Maybe I’m just a little pessimistic, because the British commander in Afghanistan expressed a different opinion to the Guardian.
“Having made this investment in blood, I am more determined. If I didn’t think we could do this I would take a very different view but I am confident we can do it.”
“Let’s mark [his] work. If he was serious about overthrowing the government and grabbing a portion of Afghanistan for his own, you have to do three things. You have to secure your own heartland in Kandahar and central Helmand. Is he doing that? No. They lost their safe havens around Kandahar in 2010 and they didn’t take them back in 2011. They are not holding their own heartland.”
“Secondly, you have to spread your influence around other areas. There is absolutely no evidence anywhere in Afghanistan that they are doing that. Thirdly, you have got to affect the seat of government. There have been lots of headlines, but Kabul has about 20% of the population and less than 1% of total violence in the country.

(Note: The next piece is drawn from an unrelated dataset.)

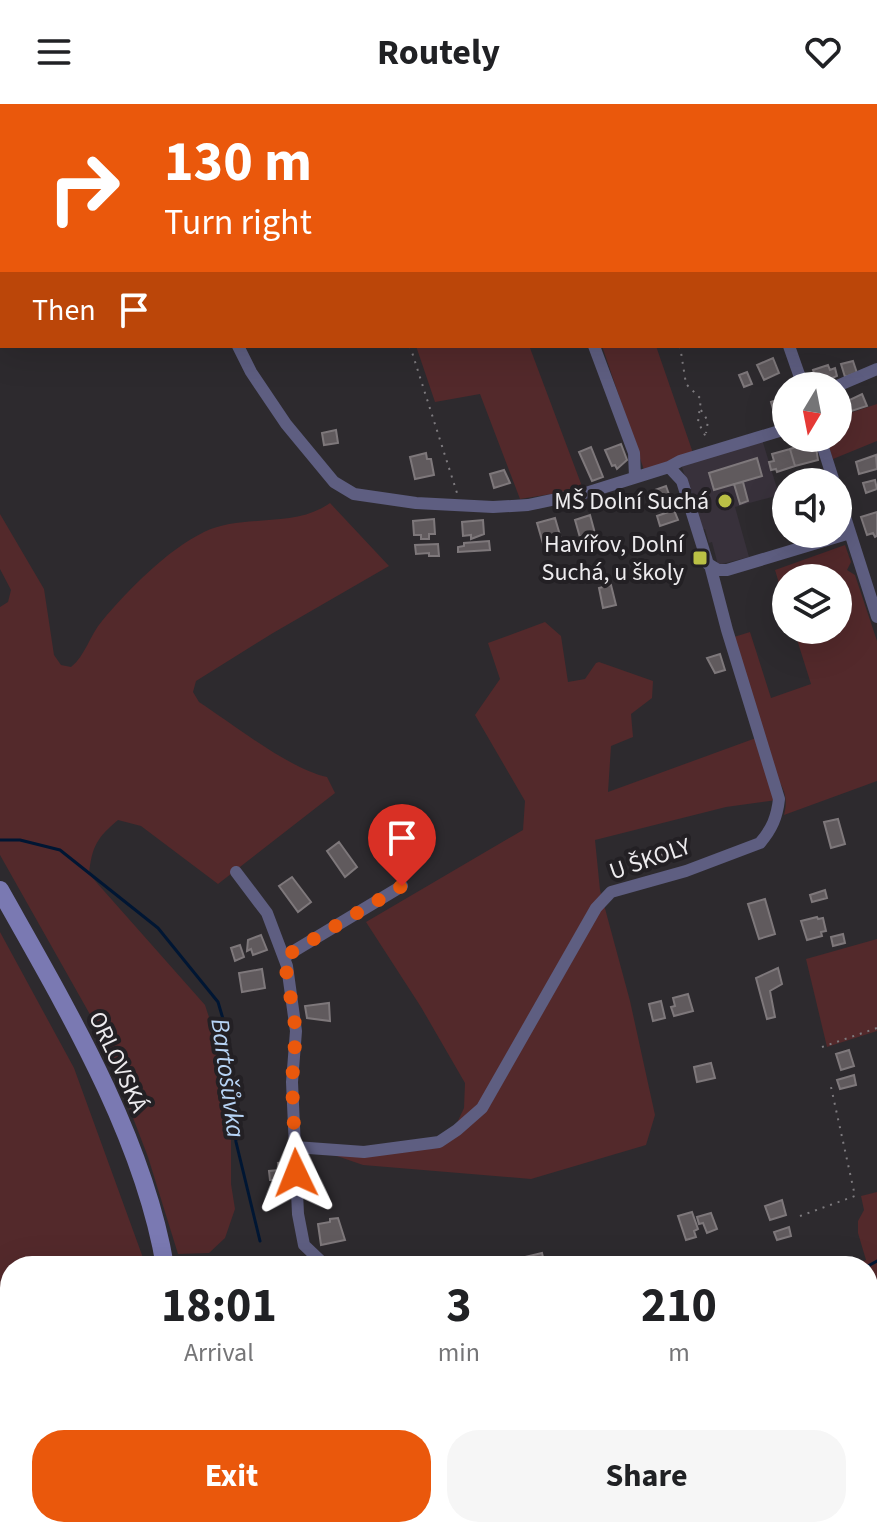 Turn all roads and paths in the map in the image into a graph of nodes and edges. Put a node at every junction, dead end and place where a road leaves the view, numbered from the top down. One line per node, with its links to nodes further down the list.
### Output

Not only is the seat of government unaffected, but Kabul is a flourishing capital city that is much safer than Karachi.”
That last statement echoed the statement of a GOP congressman who said in 2007, “Returning troops have indicated to me that 80 to 85 percent, in a conservative fashion, of (Iraq) is reasonably under control, at least as well as Detroit or Chicago or any of our other big cities. That’s an encouraging sign.”
I’ve been to Detroit and Chicago.
None of them had car bombs exploding in the streets, except on Hell Night in Detroit, when anything goes.
British generals tend to study history. This commander has chosen to ignore 1842. The British forces in Afghanistan were wiped out on their retreat from Kabul.
I say cut and walk is always better than cut and run, especially when there is nowhere to run.
Bring the troops home for Xmas along with a lot of hashish.
ps I never have heard anyone in ISAF mention the word ‘ceasefire’.